When he gets home, Roger prepares a glass of champagne with the new potion. Just as he is about to give Leila the glass, she reveals that she is pregnant, which shocks Roger into dropping the glass. He tells himself he could not have gone through with it anyway. On Roger's terrace, Daemon relaxes with a cigar, puffing smoke rings that turn into little hearts before the professor disappears.
|“||Mr. Roger Shackelforth, who has discovered at this late date that love can be as sticky as a vat of molasses, as unpalatable as a hunk of spoiled yeast, and as all-consuming as a six-alarm fire in a bamboo and canvas tent.
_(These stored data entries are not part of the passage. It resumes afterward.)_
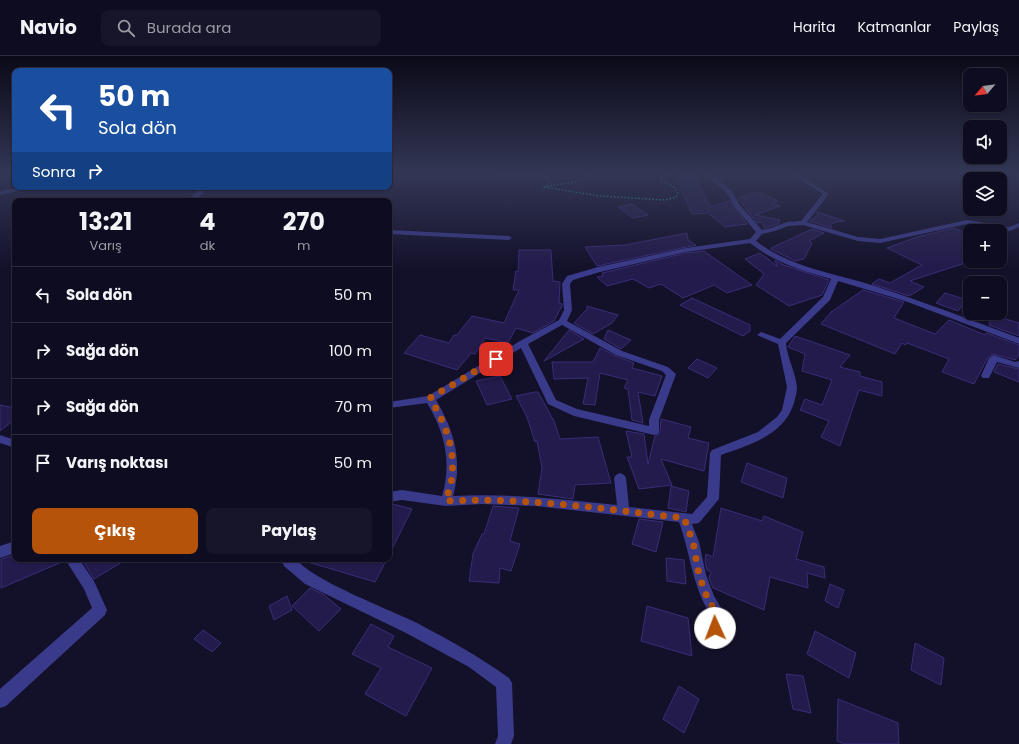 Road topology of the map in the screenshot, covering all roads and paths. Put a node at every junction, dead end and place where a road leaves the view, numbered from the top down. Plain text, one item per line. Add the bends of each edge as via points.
1 (736, 205) edge
2 (817, 205) edge
3 (803, 223) junction
4 (1019, 225) edge
5 (1010, 229) junction
6 (392, 232) edge
7 (760, 232) junction
8 (1019, 232) edge
9 (508, 238) dead end
10 (752, 242) junction
11 (836, 277) junction
12 (562, 322) junction
13 (761, 335) dead end
14 (1019, 341) edge
15 (523, 343) junction
16 (782, 344) junction
17 (1019, 364) edge
18 (986, 376) dead end
19 (430, 398) junction
20 (392, 404) edge
21 (0, 439) edge
22 (12, 443) edge
23 (620, 478) dead end
24 (392, 496) edge
25 (446, 501) junction
26 (624, 512) junction
27 (684, 518) junction
28 (12, 548) edge
29 (0, 552) edge
30 (74, 562) edge
31 (289, 562) edge
32 (712, 640) dead end
33 (0, 700) edge
34 (503, 744) edge

1 - 7 street
2 - 3 street
3 - 5 street via 858,239 880,241 967,222
3 - 7 street via 787,224
4 - 5 street
5 - 8 street
6 - 9 street
7 - 10 street
10 - 11 street via 781,260
10 - 12 street via 723,243 570,278 566,284 568,310
11 - 14 street
11 - 16 street via 827,298
12 - 15 street
12 - 15 street via 619,353 665,369 671,374 654,420 654,431 574,412 552,402
13 - 16 street
15 - 19 street
16 - 27 street via 783,358 792,388 788,410 772,429 737,446 716,452 713,499 695,519
17 - 18 street via 1017,366 994,358
19 - 20 street
19 - 25 street via 450,443 452,474
21 - 22 street
23 - 26 street
24 - 25 street
25 - 26 street via 536,501
26 - 27 street
27 - 32 street via 693,542 699,575 708,600 719,616
28 - 29 street
30 - 33 street via 100,610
31 - 34 street via 310,580 411,628 474,662 504,683 506,736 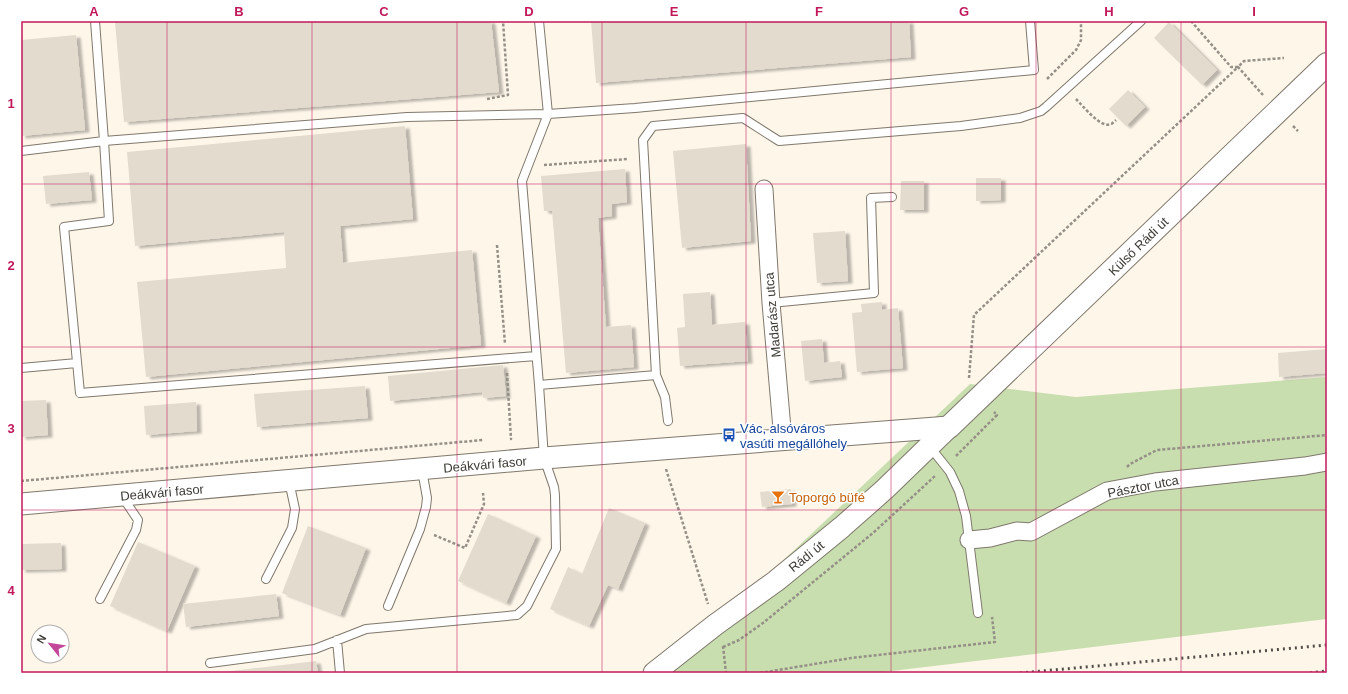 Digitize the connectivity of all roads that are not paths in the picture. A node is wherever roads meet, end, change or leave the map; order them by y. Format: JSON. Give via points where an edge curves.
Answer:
{"nodes":[{"id":1,"x":95,"y":21,"type":"edge"},
{"id":2,"x":539,"y":21,"type":"edge"},
{"id":3,"x":1030,"y":21,"type":"edge"},
{"id":4,"x":1140,"y":21,"type":"edge"},
{"id":5,"x":1327,"y":64,"type":"edge"},
{"id":6,"x":548,"y":114,"type":"junction"},
{"id":7,"x":104,"y":142,"type":"junction"},
{"id":8,"x":21,"y":151,"type":"edge"},
{"id":9,"x":764,"y":189,"type":"dead end"},
{"id":10,"x":892,"y":197,"type":"dead end"},
{"id":11,"x":771,"y":303,"type":"junction"},
{"id":12,"x":536,"y":356,"type":"junction"},
{"id":13,"x":77,"y":363,"type":"junction"},
{"id":14,"x":21,"y":368,"type":"edge"},
{"id":15,"x":656,"y":375,"type":"junction"},
{"id":16,"x":539,"y":385,"type":"junction"},
{"id":17,"x":668,"y":421,"type":"dead end"},
{"id":18,"x":949,"y":428,"type":"junction"},
{"id":19,"x":783,"y":440,"type":"junction"},
{"id":20,"x":930,"y":448,"type":"junction"},
{"id":21,"x":544,"y":458,"type":"junction"},
{"id":22,"x":1327,"y":462,"type":"edge"},
{"id":23,"x":422,"y":469,"type":"junction"},
{"id":24,"x":289,"y":480,"type":"junction"},
{"id":25,"x":122,"y":495,"type":"junction"},
{"id":26,"x":21,"y":504,"type":"edge"},
{"id":27,"x":969,"y":540,"type":"junction"},
{"id":28,"x":266,"y":579,"type":"dead end"},
{"id":29,"x":100,"y":599,"type":"dead end"},
{"id":30,"x":388,"y":606,"type":"dead end"},
{"id":31,"x":978,"y":613,"type":"dead end"},
{"id":32,"x":337,"y":640,"type":"junction"},
{"id":33,"x":210,"y":663,"type":"dead end"},
{"id":34,"x":340,"y":673,"type":"edge"},
{"id":35,"x":654,"y":673,"type":"edge"}],
"edges":[{"from":1,"to":7,"type":"lane"},
{"from":2,"to":6,"type":"lane"},
{"from":3,"to":6,"type":"lane","via":[[1034,70]]},
{"from":4,"to":15,"type":"lane","via":[[1041,111],[1020,118],[961,126],[779,141],[743,118],[654,126],[643,140]]},
{"from":5,"to":18,"type":"main road","name":"Külső Rádi út"},
{"from":6,"to":7,"type":"lane","via":[[407,117]]},
{"from":6,"to":12,"type":"lane","via":[[522,181]]},
{"from":7,"to":8,"type":"lane"},
{"from":7,"to":13,"type":"lane","via":[[109,221],[64,227]]},
{"from":9,"to":11,"type":"street","name":"Madarász utca"},
{"from":10,"to":11,"type":"lane","via":[[870,198],[874,293]]},
{"from":11,"to":19,"type":"street","name":"Madarász utca"},
{"from":12,"to":13,"type":"lane","via":[[80,393]]},
{"from":12,"to":16,"type":"lane"},
{"from":13,"to":14,"type":"lane"},
{"from":15,"to":16,"type":"lane"},
{"from":15,"to":17,"type":"lane","via":[[665,397]]},
{"from":16,"to":21,"type":"lane"},
{"from":18,"to":19,"type":"street","name":"Deákvári fasor"},
{"from":18,"to":20,"type":"street","name":"Rádi út"},
{"from":19,"to":21,"type":"street","name":"Deákvári fasor"},
{"from":20,"to":27,"type":"lane","via":[[950,472],[959,491]]},
{"from":20,"to":35,"type":"street","name":"Rádi út","via":[[842,527],[776,581]]},
{"from":21,"to":23,"type":"street","name":"Deákvári fasor"},
{"from":21,"to":32,"type":"lane","via":[[554,487],[556,549],[527,606],[517,615],[366,629]]},
{"from":22,"to":27,"type":"street","name":"Pásztor utca","via":[[1155,482],[1107,491],[1030,532],[1017,531]]},
{"from":23,"to":24,"type":"street","name":"Deákvári fasor"},
{"from":23,"to":30,"type":"lane","via":[[428,498],[420,529]]},
{"from":24,"to":25,"type":"street","name":"Deákvári fasor"},
{"from":24,"to":28,"type":"lane","via":[[295,510],[292,528]]},
{"from":25,"to":26,"type":"street","name":"Deákvári fasor"},
{"from":25,"to":29,"type":"lane","via":[[138,520],[136,530]]},
{"from":27,"to":31,"type":"lane"},
{"from":32,"to":33,"type":"lane","via":[[315,649]]},
{"from":32,"to":34,"type":"lane"}]}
Case history of a lover boy, who should never have entered The Twilight Zone.||”|
This episode was adapted by Robert Presnell, Jr. from the short story "The Chaser" by John Collier. The script was originally written for and produced live on television on The Billy Rose Television Theatre in 1951.
In Serling: The Rise and Twilight of Television's Last Angry Man, the episode's director Douglas Heyes said, "That was one of the great things about The Twilight Zone. I had total freedom. Sometimes I would think of an idea that make the episode more Twilight Zone-y [but] that would require some expense. I remember one episode, 'The Chaser', in which I devised a huge bookcase that must have doubled the budget, but [Serling and producer Buck Houghton] never blinked an eye. They just said, 'Okay, great!' I didn't have to argue with anybody over the money—they'd argue about the money and let me have it! I knew that they were having problems with Jim Aubrey, but they kept them away from me. My responsibility was to get the job done."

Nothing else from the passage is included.